Jim Jefferies ticks all the right boxes for Tynecastle’s uneasy hotseat


Phil Gordon

Wanted: a football manager. Must be a winner and must be British. Candidates should apply to Vladimir Romanov, Heart of Midlothian Football Club, c/o Kaunas, Lithuania. Mark X in the box should you wish to receive no publicity.

The man in the Tynecastle dugout today could be the answer to Hearts’ prayers. Not the home one, but the away one. Jim Jefferies fits the profile of the man Romanov is now seeking as he bids to halt the slide of his team after the Lithuanian millionaire’s two years of constant meddling and interference in his ever-changing cast of “head coaches”. Jefferies is the man who brought success to Hearts a decade ago and made the Edinburgh club a principal player in the title race.

Now 57, the hair is thinner and greyer than on that sunny day at Celtic Park in May 1998 when he embraced the Scottish Cup and gave Hearts their first silverware in 36 years, but he remains highly respected among his peers.

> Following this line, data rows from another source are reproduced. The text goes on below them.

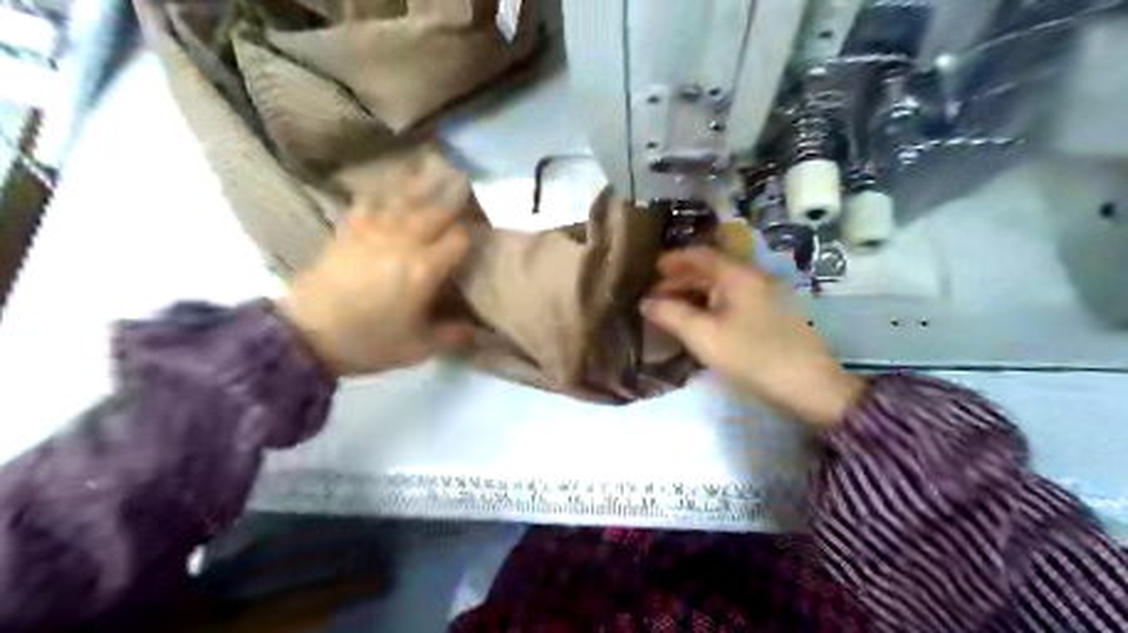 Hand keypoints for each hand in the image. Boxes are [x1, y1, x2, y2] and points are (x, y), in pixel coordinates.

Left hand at [284, 200, 477, 375]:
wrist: (306, 336)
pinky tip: (388, 186)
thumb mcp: (418, 349)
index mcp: (424, 269)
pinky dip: (383, 191)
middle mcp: (402, 242)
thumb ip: (453, 336)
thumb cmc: (368, 343)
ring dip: (423, 185)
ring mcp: (373, 232)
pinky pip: (369, 203)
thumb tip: (481, 331)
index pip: (458, 239)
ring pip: (404, 200)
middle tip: (467, 186)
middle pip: (435, 211)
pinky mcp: (349, 231)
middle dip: (454, 199)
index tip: (479, 235)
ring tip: (437, 168)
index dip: (472, 234)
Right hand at [643, 248, 866, 428]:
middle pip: (712, 268)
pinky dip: (713, 304)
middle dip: (681, 279)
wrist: (810, 386)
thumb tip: (646, 302)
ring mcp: (768, 294)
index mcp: (738, 275)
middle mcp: (755, 276)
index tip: (650, 271)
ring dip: (696, 293)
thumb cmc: (752, 356)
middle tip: (656, 295)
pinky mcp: (774, 313)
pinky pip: (735, 299)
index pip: (700, 254)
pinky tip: (702, 321)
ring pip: (724, 285)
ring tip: (673, 310)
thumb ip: (670, 314)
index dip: (673, 260)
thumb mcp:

Remarkably, Jefferies now has a longer managerial tenure at Kilmarnock than at Tynecastle. Next month, he will celebrate his sixth anniversary in the job at Rugby Park. However, he remains indelibly Hearts: when you have supported a club from childhood, played for it for 14 years and been the manager for a further five, that is what happens. Every time Jefferies returns to Tynecastle, it is a case for turning back the clock.

However, Hearts’ immense problems - after sliding to tenth in the Clydesdale Bank Premier League – have forced Romanov to concede that his constant hiring and firing is not working, nor is the eastern European influence.

The Hearts owner handed Stephen Frail full control of first-team affairs on a temporary basis on Hogmanay. Romanov is searching for a manager with experience of the British game, while Frail – nominally, the assistant head coach but the only man exposed to any public scrutiny – will make his managerial debut at home to Kilmarnock today after months of working under the sporting director, Anatoly Korobochka, and the now-departed Angel Chervenkov.

Jefferies, though, remains an intriguing possibility. Indeed, he has answered to, possibly, an even more demanding taskmaster than Romanov for the last few years – the bank manager. At Kilmarnock, the debts were so severe, Jefferies had to sell his best players, such as Steven Naismith and Kris Boyd, to survive, while cutting the wage bill down to under £1 million.

Jefferies has been linked with the managerial vacancy at his former club, but has refused to discuss whether a return to Hearts would appeal. “Until the day that a club comes into contact with my chairman, it would be wrong to comment,” he said yesterday.

Frail admits he would not be surprised if Jefferies is linked with the position. “Jim did great here, he won the Scottish Cup in 1998,” he said. “He has done well at Kilmarnock on limited resources but I do not know who is in their thoughts. We need to exhaust all candidates and make sure it is the right guy for the job. I am sure the club would pick the right guy.”

Hearts were thrashed 4-1 at Dundee United last Wednesday and if their former manager made it seven defeats in a row, alarm bells would really start ringing around his beloved Tynecastle. However, there is no sense of gloating from the man towards the club that he quit in 2000 to join Bradford City, then in the English Premiership. “Hearts have been struggling of late and they’ll be trying to make amends for that,” he said. “We’ll go there to battle our corner. We’ve got to only think about ourselves. Despite their run of results, Hearts is still one of the toughest places to go. I still regard them as a team capable of challenging the Old Firm.”

Jefferies has his own problems. His team have lost seven of their last ten games. The suspension of centre-back Frazer Wright after his red card in the 1-0 defeat against Falkirk is compounded by the huge injury problems.

Frail says his task is to ignore Romanov’s search for a permanent – if such a thing exists after seven head coaches since 2005 – manager. “The focus now is the next few weeks and trying to get results because it has been a bad, bad slide. It’s important we stop it and get a few wins. If I am here until the end of the season doing it then I will be delighted."